Bhagi-Damodaran, Ambika, Petrik, Igor D., Marshall, Nicholas M., Robinson, Howard, Lu, Yi
Journal of the American Chemical Society 2014 v.136 no.34 pp. 11882-11885
active sites, catalysts, chemical reduction, cytochrome-c oxidase, diacetyl, heme, histidine, hydrogen bonding, hydrophobicity, ligands, mutation, myoglobin, oxygen, oxygen consumption, propionic acid, redox potential, superoxide anion
Cytochrome c Oxidase (CcO) is known to catalyze the reduction of O₂ to H₂O efficiently with a much lower overpotential than most other O₂ reduction catalysts.
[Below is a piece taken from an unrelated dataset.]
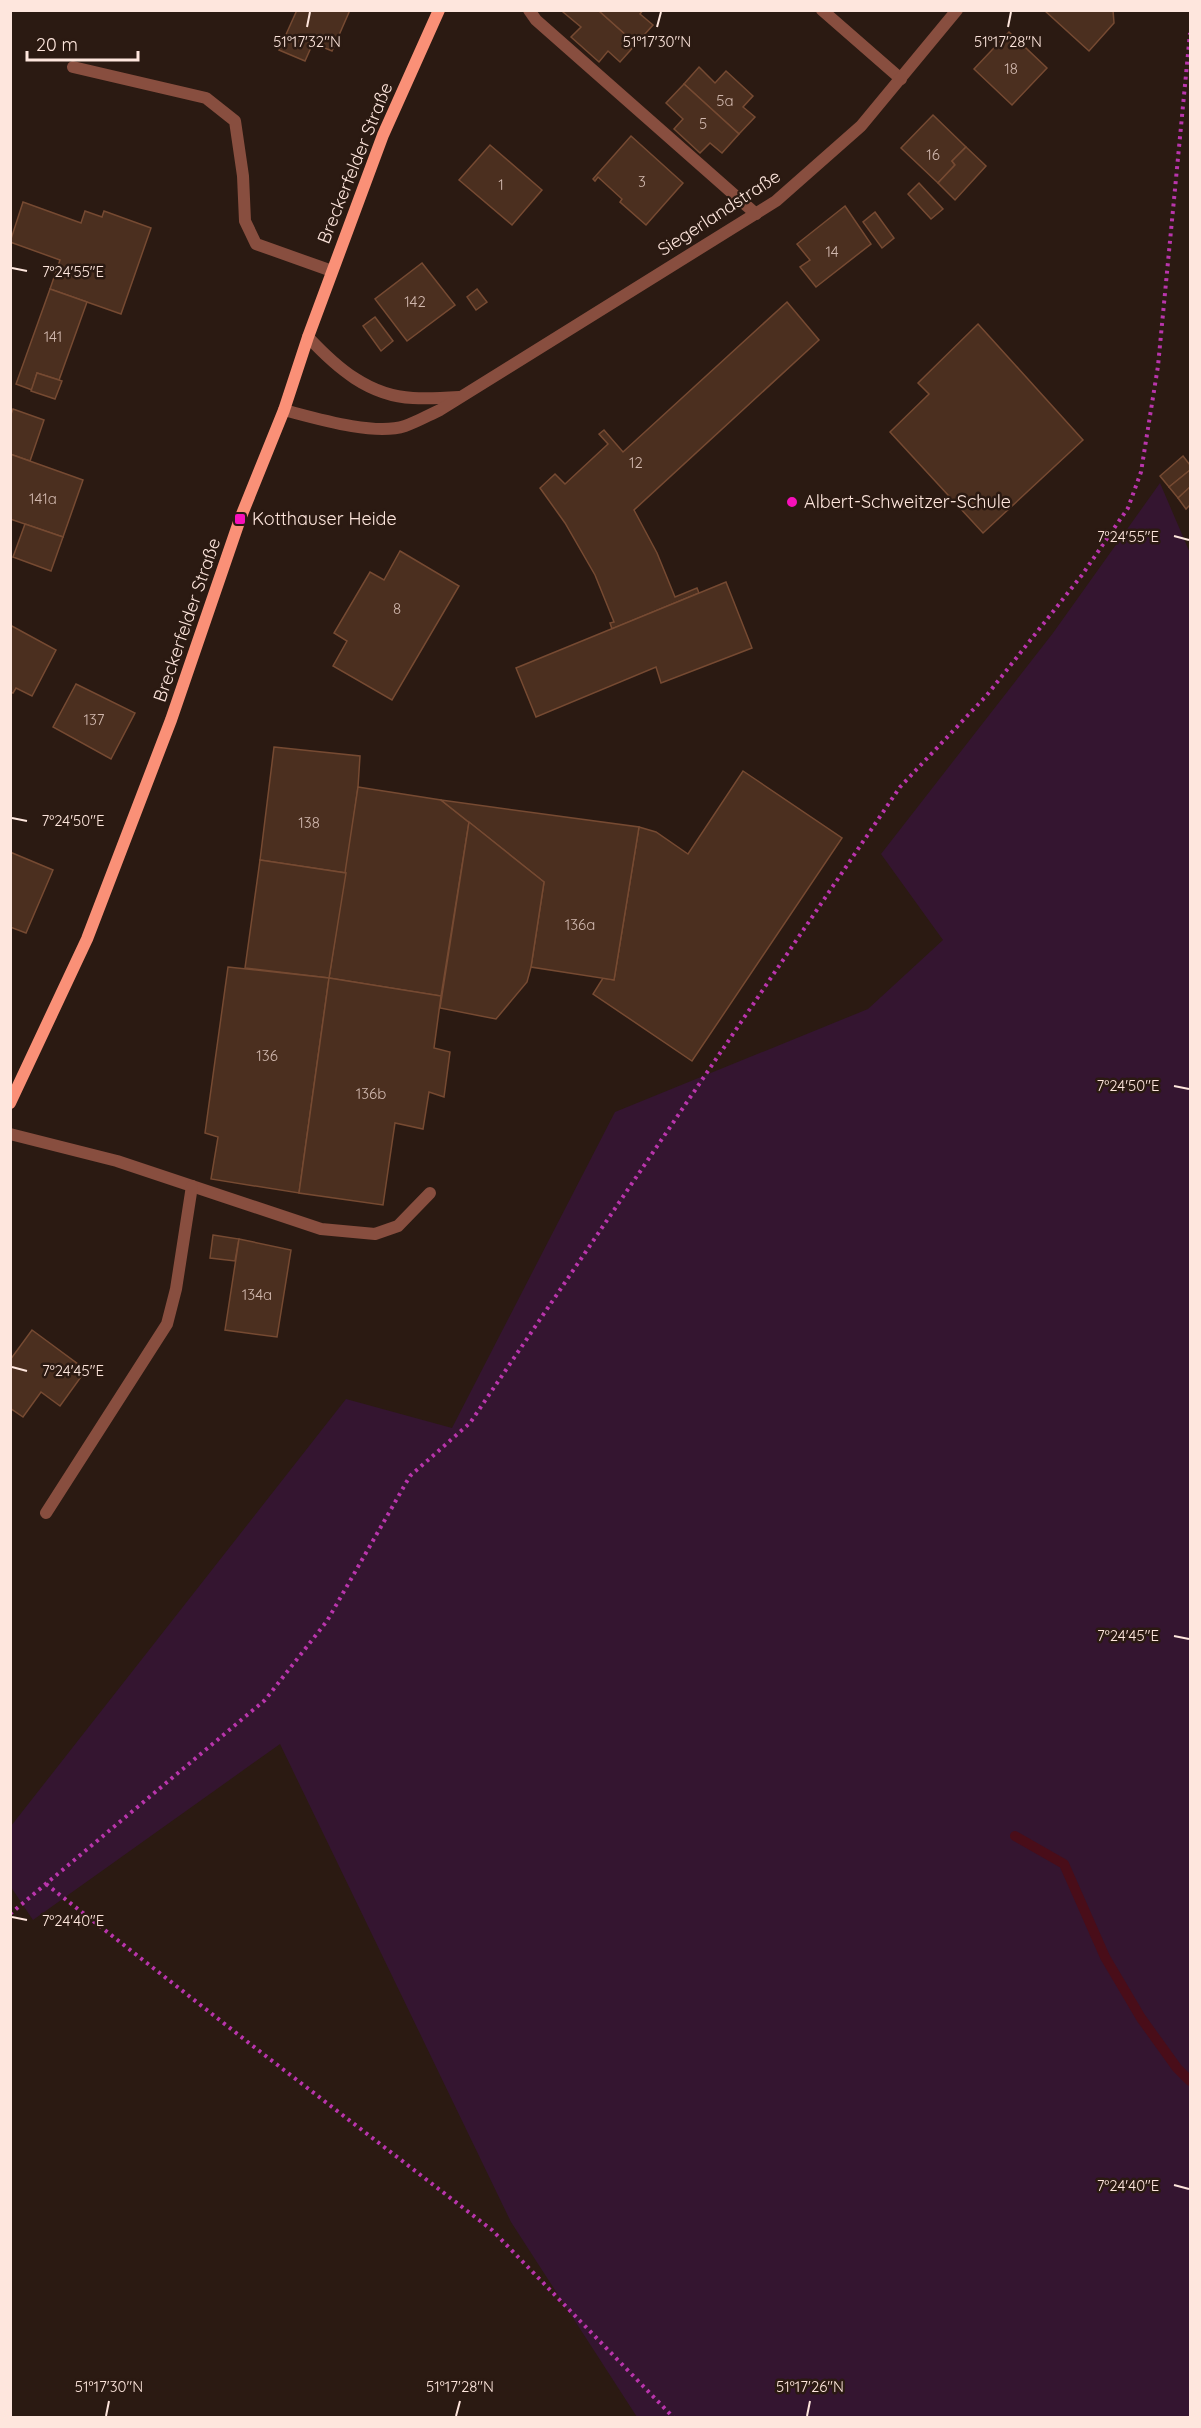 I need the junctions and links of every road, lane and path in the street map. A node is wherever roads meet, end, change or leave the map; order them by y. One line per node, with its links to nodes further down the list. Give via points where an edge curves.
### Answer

However, methods by which the enzyme fine-tunes the reduction potential (E°) of its active site and the corresponding influence on the O₂ reduction activity are not well understood. In this work, we report systematic tuning of the heme E° in a functional model of CcO in myoglobin containing three histidines and one tyrosine in the distal pocket of heme. By removing hydrogen-bonding interactions between Ser92 and the proximal His ligand and a heme propionate, and increasing hydrophobicity of the heme pocket through Ser92Ala mutation, we have increased the heme E° from 95 ± 2 to 123 ± 3 mV. Additionally, replacing the native heme b in the CcO mimic with heme a analogs, diacetyl, monoformyl, and diformyl hemes, that posses electron-withdrawing groups, resulted in higher E° values of 175 ± 5, 210 ± 6, and 320 ± 10 mV, respectively. Furthermore, O₂ consumption studies on these CcO mimics revealed a strong enhancement in O₂ reduction rates with increasing heme E°. Such methods of tuning the heme E° through a combination of secondary sphere mutations and heme substitutions can be applied to tune E° of other heme proteins, allowing for comprehensive investigations of the relationship between E° and enzymatic activity.